Previous research gives a somewhat inconsistent picture of the impact of comorbid anxiety disorders on suicidal behaviour in youthful depressive mood disorders. Some studies based on community samples have found comorbid anxiety disorders to be risk factors for suicidal behaviour in depressive disorders [13, 50], while other studies, based on clinical samples have not [19, 49]. Our finding that symptoms of anxiety but not categorical diagnoses of anxiety disorders associated with suicide attempts in depressed adolescents is consistent with previous findings of significant associations of anxiety symptoms and suicidal behaviour in adolescent depression [12, 17, 30, 49]. This finding may indicate that the role of anxiety in youthful suicidality is not sufficiently detected if only a dichotomous measure of a diagnosis is used.

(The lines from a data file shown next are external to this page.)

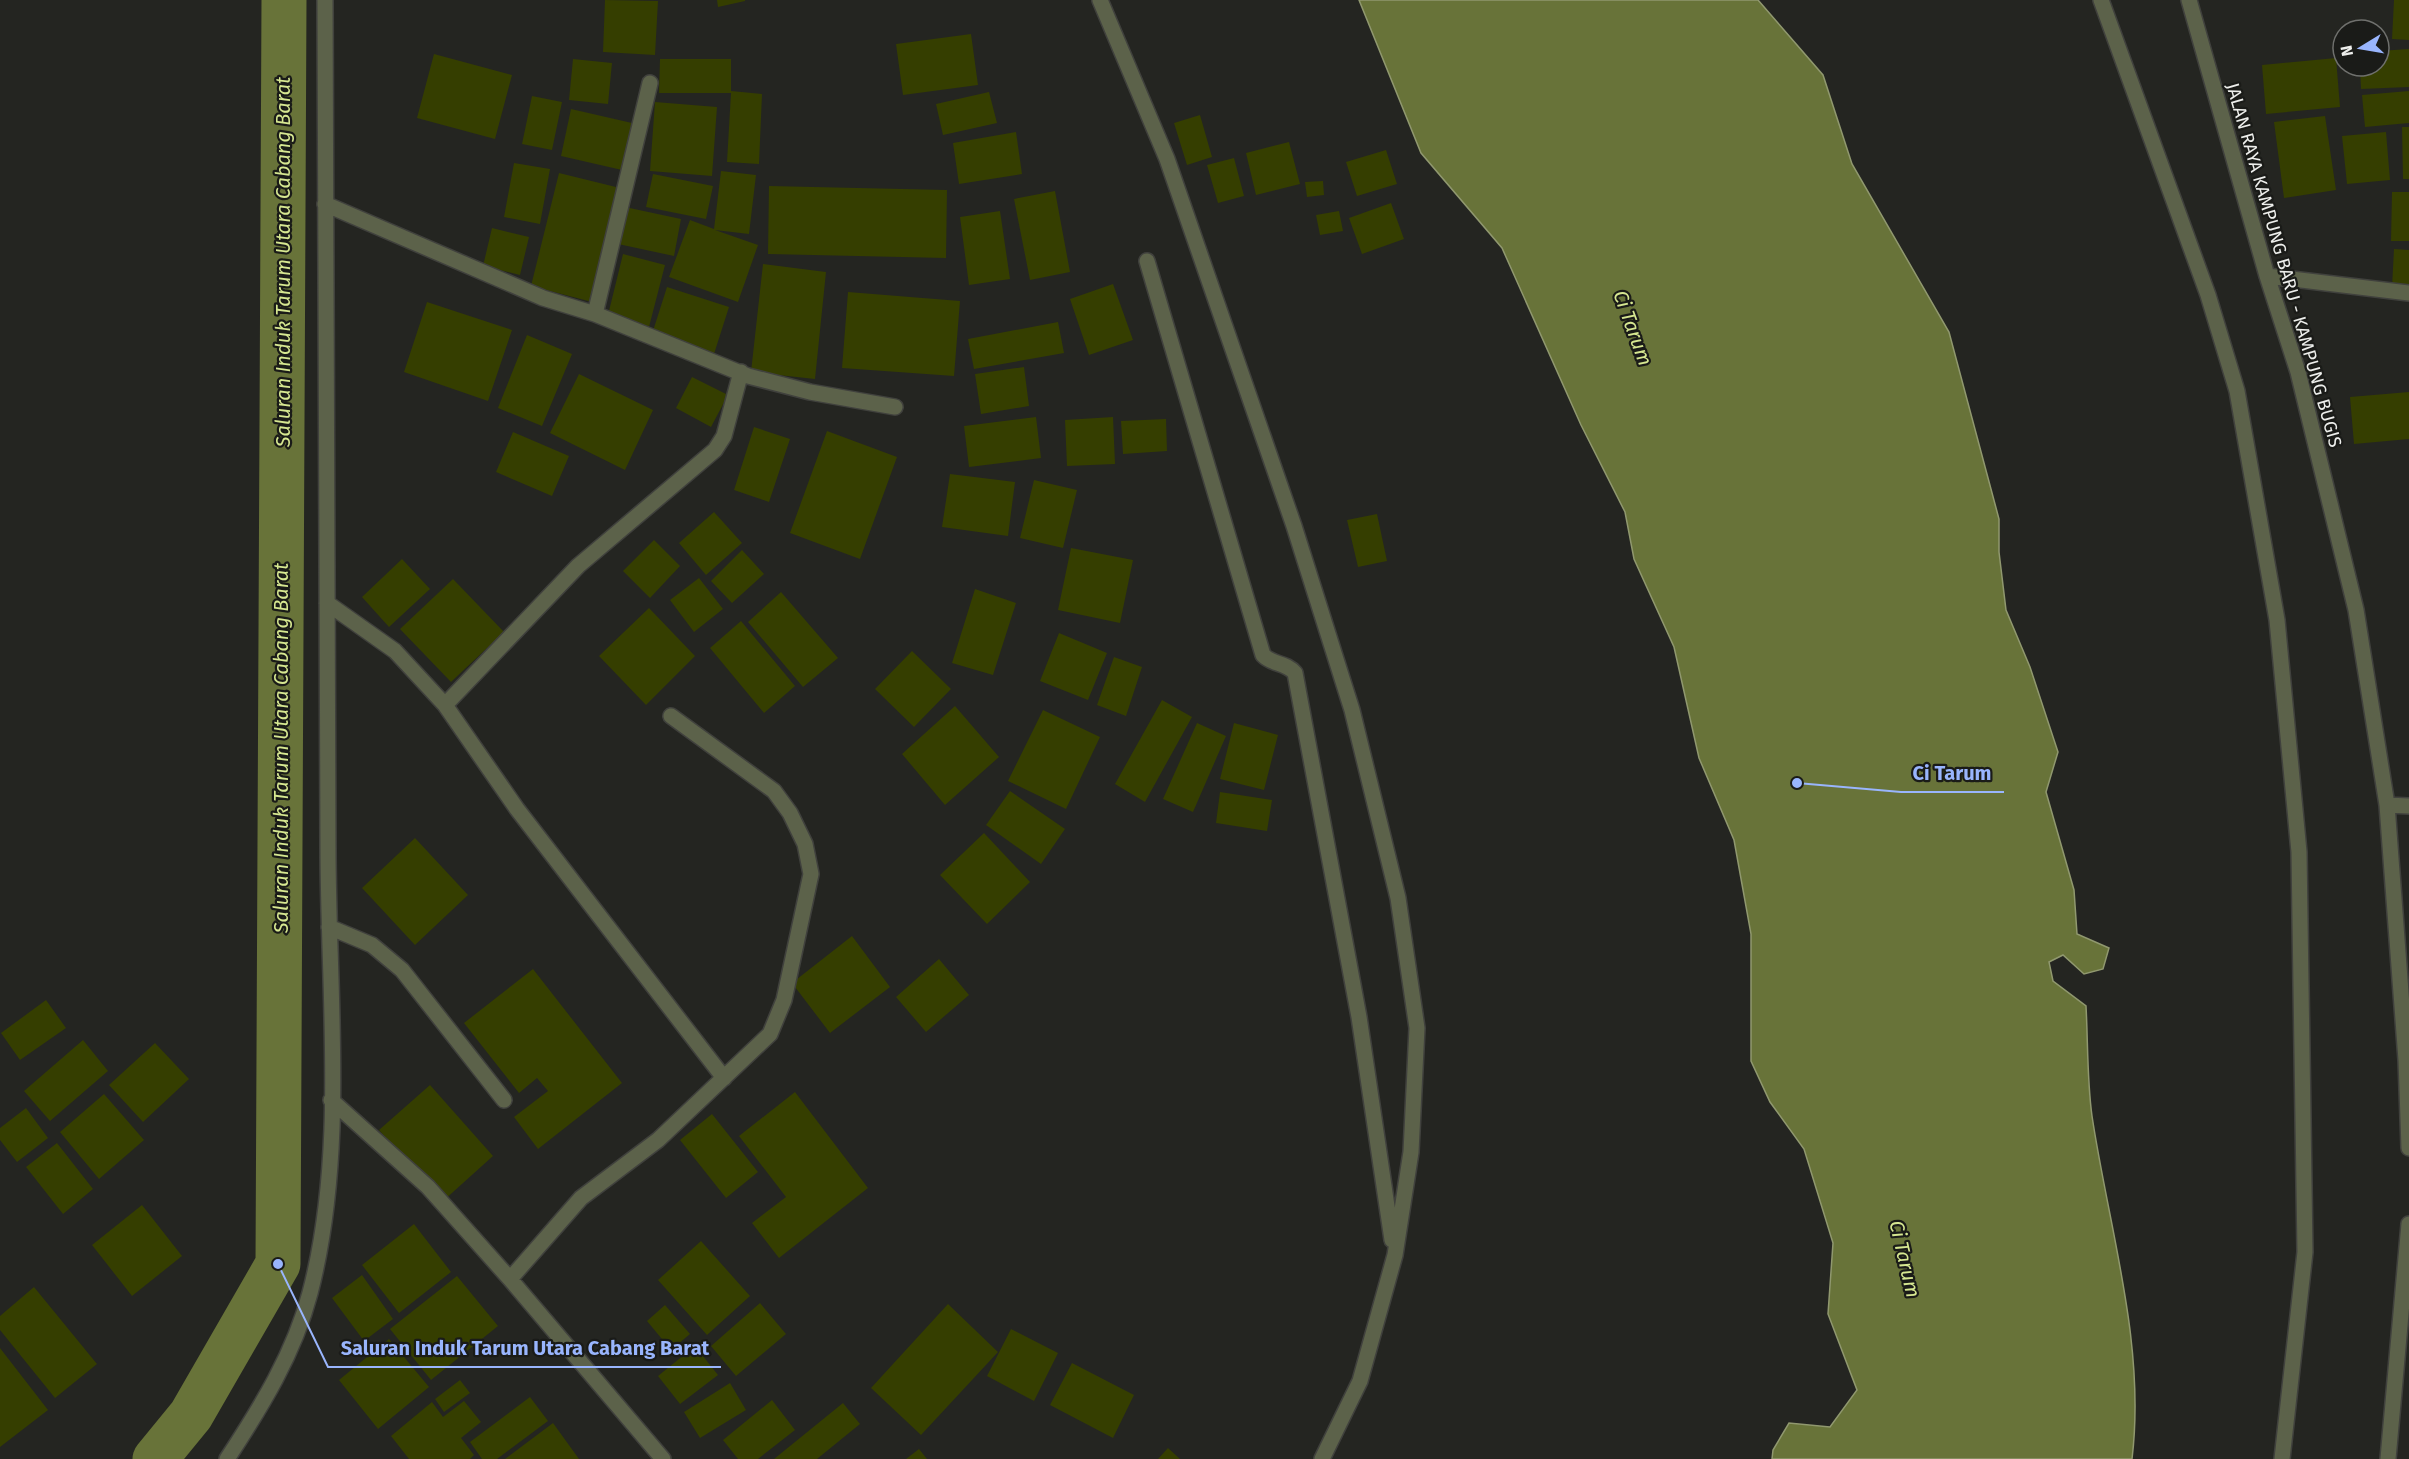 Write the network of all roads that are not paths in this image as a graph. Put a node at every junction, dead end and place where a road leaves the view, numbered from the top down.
1 (325, 0) edge
2 (1100, 0) edge
3 (2101, 0) edge
4 (2189, 0) edge
5 (650, 82) dead end
6 (325, 204) junction
7 (1147, 261) dead end
8 (2267, 276) junction
9 (2409, 293) edge
10 (595, 314) junction
11 (741, 372) junction
12 (895, 407) dead end
13 (327, 603) junction
14 (445, 705) junction
15 (671, 716) dead end
16 (2387, 805) junction
17 (2409, 806) edge
18 (329, 927) junction
19 (724, 1078) junction
20 (331, 1100) junction
21 (504, 1100) dead end
22 (2409, 1148) edge
23 (2409, 1224) edge
24 (1395, 1255) junction
25 (510, 1279) junction
26 (227, 1459) edge
27 (663, 1459) edge
28 (1322, 1459) edge
29 (2282, 1459) edge
30 (2388, 1459) edge

1 - 6 street
2 - 24 street
3 - 29 street
4 - 8 street, JALAN RAYA KAMPUNG BARU - KAMPUNG BUGIS
5 - 10 street
6 - 10 street
6 - 13 street
7 - 24 street
8 - 9 street
8 - 16 street, JALAN RAYA KAMPUNG BARU - KAMPUNG BUGIS
10 - 11 street
11 - 12 street
11 - 14 street
13 - 14 street
13 - 18 street
14 - 19 street
15 - 19 street
16 - 17 street
16 - 22 street, JALAN RAYA KAMPUNG BARU - KAMPUNG BUGIS
18 - 20 street
18 - 21 street
19 - 25 street
20 - 25 street
20 - 26 street
23 - 30 street
24 - 28 street
25 - 27 street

Depressed adolescents who had deliberately harmed themselves differed from those with suicidal ideation or suicide attempts. Depressed self-harmers were younger than subjects with other suicidal behaviours. The onset age of self-harm behaviour in other studies has commonly been approximately 13–14 years [37], while suicidal ideation rates increase after 16 years [34], and the rates of suicide attempt after 14 years [34]. So our findings here accord with previous studies. Adolescents who had deliberate self-harm behaviour had less severe depressive symptoms than those with suicidal ideation or suicide attempt. In this case, previous research conducted with community samples is not comparable with our study. In community samples, adolescents who have self-harmed themselves report more depressive symptoms than those with no self-harm [36, 37, 42]. Moreover, unlike earlier reports that both depression and anxiety are linked with deliberate self-harm behaviour [26, 29], we found no such association. Again, these previous studies were based on community samples. The role of depression and anxiety in deliberate self-harm behaviour may be different in youthful community samples compared with clinical study samples when the subjects are severely depressed outpatients.

Methodological considerations

The study sample was large and based on consecutive referrals. The assessments were thorough and based on well-studied interview instruments and self-report scales. As this study focused on depressive disorders which adolescents themselves are known to report reliably [43], parents were not interviewed. Compared with many previous clinical studies on adolescent mood disorders and suicidal behaviour [19, 49], a wide spectrum of suicidal behaviours was assessed, including deliberate self-harm behaviour in addition to suicidal ideation and suicide attempts. In order to separate severe suicidal behaviour, only unambiguous suicidal behaviours fulfilling the “threshold” criteria in the K-SADS-PL were assessed.

The results from this clinical sample may not be directly generalised to populations other than adolescent outpatients. Although the sample was large, the low number of males and younger adolescents may have affected our ability to detect gender and age differences. Likewise the small sample size in different groups of psychiatric comorbidity limited the power to detect differences between groups, and the obtained results should be interpreted with this in mind. The life-time age of onset data were obtained retrospectively, which can be considered as a limitation.

Implications

It is primarily depressed disorders in adolescents, whether comorbid or not, which are associated with suicidal ideation and suicide attempts. The association of anxiety symptoms with suicide attempts in depressed adolescents emphasises the need for anxiety symptoms to be assessed as part of the evaluation of risk for suicidal behaviour in youth. Self-report instruments of anxiety may be useful supplements to the clinical interview. Younger adolescents with less severe depression who deliberately self-harm may be demonstrating suicidality. This finding is important to clinicians because early identification of depressed adolescents who deliberately self-harm could help to prevent escalation of suicidal behaviour. Further research on the correlates and consequences of self-harm behaviour among depressed adolescents is needed.